Nie udało mu się jednak rozwinąć tej myśli, gdyż z oddali dobiegł zebranych dźwięk bębnów, a na końcu korytarza prowadzącego do sali konferencyjnej, przystrojonej na wieczór imitacjami palm, zapanowało poruszenie. W kilku miejscach hallu były porozstawiane leżaki i parasole plażowe oraz inne dekoracje imitujące gorące kubańskie plaże. Ustawiono także wielkoformatowe pocztówki z widokami z Hawany z powycinanymi otworami na twarze osób, które chciały się sfotografować na tle ojczyzny Che Guevary. Po chwili oczom zebranych ukazały się kubańskie tancerki w bajecznie kolorowych strojach. Towarzyszyli im ubrani na biało bębniarze, prowadzeni przez dyrygenta z małym bębenkiem pod pachą i gwizdkiem w ustach. Impreza była huczna, jak zresztą wszystkie imprezy integracyjne Top Finance. Tego typu przedsięwzięcia przygotowywane były zawsze z dużym rozmachem. Na występ zapraszano celebrytów, którzy aktualnie byli na topie. Tak było i tym razem. Chociaż, co nie uszło uwadze Basi, widać było narzuconą przez belgijskiego właściciela firmy politykę cięcia kosztów. Może właśnie dlatego zarząd postanowił zaoszczędzić na ośrodku, zostawiając jednak cień dawnego rozmachu wieczornej imprezy.
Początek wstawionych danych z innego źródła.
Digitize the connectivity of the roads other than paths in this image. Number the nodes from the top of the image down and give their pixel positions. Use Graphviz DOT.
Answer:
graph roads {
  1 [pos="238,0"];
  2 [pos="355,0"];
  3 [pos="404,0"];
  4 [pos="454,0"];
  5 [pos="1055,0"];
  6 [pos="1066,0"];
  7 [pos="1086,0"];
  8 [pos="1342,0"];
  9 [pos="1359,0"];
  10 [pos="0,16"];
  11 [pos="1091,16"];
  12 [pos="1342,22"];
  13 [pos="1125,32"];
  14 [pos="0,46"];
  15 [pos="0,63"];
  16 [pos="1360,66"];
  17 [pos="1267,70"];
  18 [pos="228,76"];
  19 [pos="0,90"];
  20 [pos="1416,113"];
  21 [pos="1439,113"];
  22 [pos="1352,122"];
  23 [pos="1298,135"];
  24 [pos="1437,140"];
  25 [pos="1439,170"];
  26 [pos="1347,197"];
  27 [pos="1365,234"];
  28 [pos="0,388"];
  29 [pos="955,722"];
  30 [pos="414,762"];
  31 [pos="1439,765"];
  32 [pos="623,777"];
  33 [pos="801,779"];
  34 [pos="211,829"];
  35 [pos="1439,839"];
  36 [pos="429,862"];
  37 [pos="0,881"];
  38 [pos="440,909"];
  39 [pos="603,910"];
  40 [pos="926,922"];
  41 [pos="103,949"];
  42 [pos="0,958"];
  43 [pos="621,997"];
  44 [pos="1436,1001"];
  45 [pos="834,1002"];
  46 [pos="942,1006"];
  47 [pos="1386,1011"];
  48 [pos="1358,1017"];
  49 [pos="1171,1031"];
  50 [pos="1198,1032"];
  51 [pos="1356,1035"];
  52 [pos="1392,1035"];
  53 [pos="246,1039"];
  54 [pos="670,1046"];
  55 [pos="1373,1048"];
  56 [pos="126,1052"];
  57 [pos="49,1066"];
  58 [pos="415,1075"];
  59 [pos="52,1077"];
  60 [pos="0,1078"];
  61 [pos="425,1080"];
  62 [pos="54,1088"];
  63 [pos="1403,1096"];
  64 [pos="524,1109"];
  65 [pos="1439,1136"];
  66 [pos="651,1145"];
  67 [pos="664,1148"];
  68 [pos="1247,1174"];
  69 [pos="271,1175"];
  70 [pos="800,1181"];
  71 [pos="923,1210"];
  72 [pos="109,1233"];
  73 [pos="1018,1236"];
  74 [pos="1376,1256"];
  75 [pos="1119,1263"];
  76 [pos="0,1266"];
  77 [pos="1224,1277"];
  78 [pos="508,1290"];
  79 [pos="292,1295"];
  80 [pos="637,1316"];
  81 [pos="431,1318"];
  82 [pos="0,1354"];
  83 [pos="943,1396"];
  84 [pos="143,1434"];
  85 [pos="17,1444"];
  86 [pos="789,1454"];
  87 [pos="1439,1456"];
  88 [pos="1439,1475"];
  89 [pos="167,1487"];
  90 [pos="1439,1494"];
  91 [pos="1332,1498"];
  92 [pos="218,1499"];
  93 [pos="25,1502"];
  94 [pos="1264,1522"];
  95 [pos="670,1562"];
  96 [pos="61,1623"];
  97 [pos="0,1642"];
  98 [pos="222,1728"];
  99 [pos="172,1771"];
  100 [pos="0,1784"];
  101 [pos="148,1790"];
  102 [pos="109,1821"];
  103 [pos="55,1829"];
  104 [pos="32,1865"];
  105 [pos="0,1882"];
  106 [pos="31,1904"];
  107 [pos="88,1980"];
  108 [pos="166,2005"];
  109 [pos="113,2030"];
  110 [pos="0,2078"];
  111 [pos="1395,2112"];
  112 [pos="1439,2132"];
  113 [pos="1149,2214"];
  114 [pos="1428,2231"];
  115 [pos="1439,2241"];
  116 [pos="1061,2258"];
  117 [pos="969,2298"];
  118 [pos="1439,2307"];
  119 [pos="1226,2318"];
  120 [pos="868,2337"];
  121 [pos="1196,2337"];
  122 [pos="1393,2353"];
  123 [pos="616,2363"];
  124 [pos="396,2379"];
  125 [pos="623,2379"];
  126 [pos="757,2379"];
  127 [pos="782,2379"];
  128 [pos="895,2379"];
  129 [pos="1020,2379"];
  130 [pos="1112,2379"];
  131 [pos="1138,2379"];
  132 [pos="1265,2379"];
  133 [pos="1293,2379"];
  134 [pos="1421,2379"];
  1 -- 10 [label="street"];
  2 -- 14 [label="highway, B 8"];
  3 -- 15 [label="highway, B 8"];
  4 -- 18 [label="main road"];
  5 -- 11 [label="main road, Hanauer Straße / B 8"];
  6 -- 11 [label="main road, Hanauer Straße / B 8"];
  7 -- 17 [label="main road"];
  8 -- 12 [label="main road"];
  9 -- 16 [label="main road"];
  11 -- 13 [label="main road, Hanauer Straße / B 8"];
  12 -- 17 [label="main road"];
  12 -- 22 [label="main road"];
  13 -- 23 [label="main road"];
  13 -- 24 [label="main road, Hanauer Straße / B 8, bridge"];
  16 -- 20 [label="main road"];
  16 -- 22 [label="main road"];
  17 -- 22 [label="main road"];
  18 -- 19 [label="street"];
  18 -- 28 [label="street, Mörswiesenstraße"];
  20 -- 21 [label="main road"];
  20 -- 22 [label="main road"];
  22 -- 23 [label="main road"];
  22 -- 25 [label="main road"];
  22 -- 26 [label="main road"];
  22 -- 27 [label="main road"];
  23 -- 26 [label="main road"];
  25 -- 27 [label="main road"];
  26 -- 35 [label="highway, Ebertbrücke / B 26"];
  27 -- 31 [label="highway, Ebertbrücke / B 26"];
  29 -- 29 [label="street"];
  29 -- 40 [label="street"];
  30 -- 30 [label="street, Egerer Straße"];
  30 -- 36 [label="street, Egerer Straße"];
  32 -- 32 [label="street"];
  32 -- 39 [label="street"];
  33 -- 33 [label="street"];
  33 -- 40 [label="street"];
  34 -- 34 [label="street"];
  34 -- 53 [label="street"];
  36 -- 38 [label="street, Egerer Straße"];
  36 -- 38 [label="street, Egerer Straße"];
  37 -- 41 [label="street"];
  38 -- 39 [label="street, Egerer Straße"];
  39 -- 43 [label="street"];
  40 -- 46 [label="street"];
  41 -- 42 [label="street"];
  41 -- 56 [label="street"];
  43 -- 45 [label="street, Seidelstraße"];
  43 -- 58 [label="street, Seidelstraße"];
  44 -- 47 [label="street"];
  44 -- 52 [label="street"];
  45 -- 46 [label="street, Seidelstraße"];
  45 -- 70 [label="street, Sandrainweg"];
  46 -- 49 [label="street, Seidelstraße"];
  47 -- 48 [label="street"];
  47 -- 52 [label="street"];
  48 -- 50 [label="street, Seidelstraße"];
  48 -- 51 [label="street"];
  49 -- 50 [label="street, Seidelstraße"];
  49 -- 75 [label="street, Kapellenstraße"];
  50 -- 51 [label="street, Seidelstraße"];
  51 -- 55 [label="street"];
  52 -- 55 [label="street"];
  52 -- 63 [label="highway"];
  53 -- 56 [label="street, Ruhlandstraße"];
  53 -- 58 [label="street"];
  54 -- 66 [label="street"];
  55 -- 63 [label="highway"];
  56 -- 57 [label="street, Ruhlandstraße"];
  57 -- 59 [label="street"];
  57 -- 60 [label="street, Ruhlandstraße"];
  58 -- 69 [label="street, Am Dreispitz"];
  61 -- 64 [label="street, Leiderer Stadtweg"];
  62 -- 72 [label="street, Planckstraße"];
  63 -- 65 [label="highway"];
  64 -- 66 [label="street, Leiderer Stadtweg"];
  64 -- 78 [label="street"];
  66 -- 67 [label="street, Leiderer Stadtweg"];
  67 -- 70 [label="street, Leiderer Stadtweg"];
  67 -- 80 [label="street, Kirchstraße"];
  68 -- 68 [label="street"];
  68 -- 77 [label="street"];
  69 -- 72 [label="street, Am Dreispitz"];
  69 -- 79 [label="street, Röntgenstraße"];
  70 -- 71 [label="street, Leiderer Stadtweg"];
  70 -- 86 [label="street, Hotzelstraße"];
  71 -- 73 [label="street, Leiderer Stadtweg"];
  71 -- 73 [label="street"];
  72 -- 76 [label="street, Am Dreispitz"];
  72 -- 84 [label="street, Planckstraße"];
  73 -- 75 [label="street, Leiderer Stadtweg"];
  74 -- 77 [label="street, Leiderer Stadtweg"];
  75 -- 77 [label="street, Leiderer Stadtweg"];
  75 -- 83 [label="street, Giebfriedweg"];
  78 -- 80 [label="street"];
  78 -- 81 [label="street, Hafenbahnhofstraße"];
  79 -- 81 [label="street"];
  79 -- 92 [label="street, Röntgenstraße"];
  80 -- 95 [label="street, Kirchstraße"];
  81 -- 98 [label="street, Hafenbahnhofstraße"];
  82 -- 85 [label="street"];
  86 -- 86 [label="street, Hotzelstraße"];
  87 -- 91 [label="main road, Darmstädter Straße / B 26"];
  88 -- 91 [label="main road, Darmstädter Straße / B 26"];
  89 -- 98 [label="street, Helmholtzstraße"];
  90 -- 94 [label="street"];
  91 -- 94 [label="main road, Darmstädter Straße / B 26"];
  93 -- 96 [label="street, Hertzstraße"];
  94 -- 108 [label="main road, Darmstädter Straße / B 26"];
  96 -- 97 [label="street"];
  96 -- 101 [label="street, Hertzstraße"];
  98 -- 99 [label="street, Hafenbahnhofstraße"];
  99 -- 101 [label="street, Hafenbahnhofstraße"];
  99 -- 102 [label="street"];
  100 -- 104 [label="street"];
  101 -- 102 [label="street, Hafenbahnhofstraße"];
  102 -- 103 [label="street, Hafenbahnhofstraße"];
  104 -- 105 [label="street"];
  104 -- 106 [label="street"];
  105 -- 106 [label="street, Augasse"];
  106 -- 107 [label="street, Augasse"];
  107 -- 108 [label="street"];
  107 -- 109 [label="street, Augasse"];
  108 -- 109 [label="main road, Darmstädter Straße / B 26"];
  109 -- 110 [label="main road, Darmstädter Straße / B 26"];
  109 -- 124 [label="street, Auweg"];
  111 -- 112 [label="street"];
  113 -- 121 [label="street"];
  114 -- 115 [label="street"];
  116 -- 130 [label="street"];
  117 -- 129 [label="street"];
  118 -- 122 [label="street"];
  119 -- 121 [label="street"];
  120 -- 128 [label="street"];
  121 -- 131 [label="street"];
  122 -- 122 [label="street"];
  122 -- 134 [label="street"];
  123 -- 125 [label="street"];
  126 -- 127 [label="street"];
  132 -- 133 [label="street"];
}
Po chwili rozpoczął się pierwszy tego wieczoru pokaz. Tancerki wirowały, cekiny na kolorowych strojach mieniły się w blasku reflektorów, a bębny grały jak szalone. Roztańczony orszak wszedł na środek sali, a pracownicy Top Finance porzucili niedojedzoną golonkę oraz pieczonego łososia i okrążyli przybyłych, klaszcząc w rytm muzyki. Widowisko nie miało sobie równych wśród dotychczasowych atrakcji umilających coroczne spotkania integracyjne.

– Może pójdziemy teraz do baru, strasznie chce mi się pić – jęknęła Basia.

– Do baru to się nie dopchasz. Jak zwykle okupują go koledzy z Lubelszczyzny.

– Ciekawe, że też nasi koledzy z centrali nie okupują dziś baru.

– Bo nasze chłopaki to lepsze cwaniaki – usłyszały za plecami głos Marka, który pojawił się nie wiadomo skąd. – Chłopaki piją w pokoju to, co przywieźli z domu, a tu przychodzą już zrobieni.

– Zrobieni? – zdziwiła się jak zwykle trochę naiwna Basia.

– No, znaczy się, już po spożyciu. Gotowi do tańca. Czy mogę prosić? – Skłonił się elegancko Marek, jednocześnie chwytając za rękę stojącą obok dziewczynę spoza centrali i ciągnąc ją na środek parkietu.

Magda i Basia postały jeszcze, popatrując na dziewczynę ruszającą się z ogromną gracją i wdziękiem. Po chwili jednak wypatrzyły zwalniający się właśnie stolik koło baru i pośpieszyły zająć jedyne miejsca siedzące w okolicy.

– Ty widziałaś, jak ona się rusza? – zagadnęła koleżankę Magda.

– No fakt, potrafi tańczyć – skwitowała Basia, nie bez cienia zazdrości.

– Tańczyć? No wiesz! – syknęła Magda. – Przecież ona się wije jak kotka w rui. Popatrz tylko, jak faceci się ślinią na jej widok.

– Chyba jednak trochę przesadzasz.

– Ja przesadzam? – prychnęła znowu koleżanka, wychylając kolejny kieliszek tequili. – Tylko spójrz, seks aż w niej kipi. Widziałaś ten dekolt? A ta mini? To jest impreza służbowa! A poza tym, Marek i tak na nią nie patrzy – dodała Magda nie bez cienia satysfakcji. – Nie patrzy, bo robi maślane oczy do Moniki.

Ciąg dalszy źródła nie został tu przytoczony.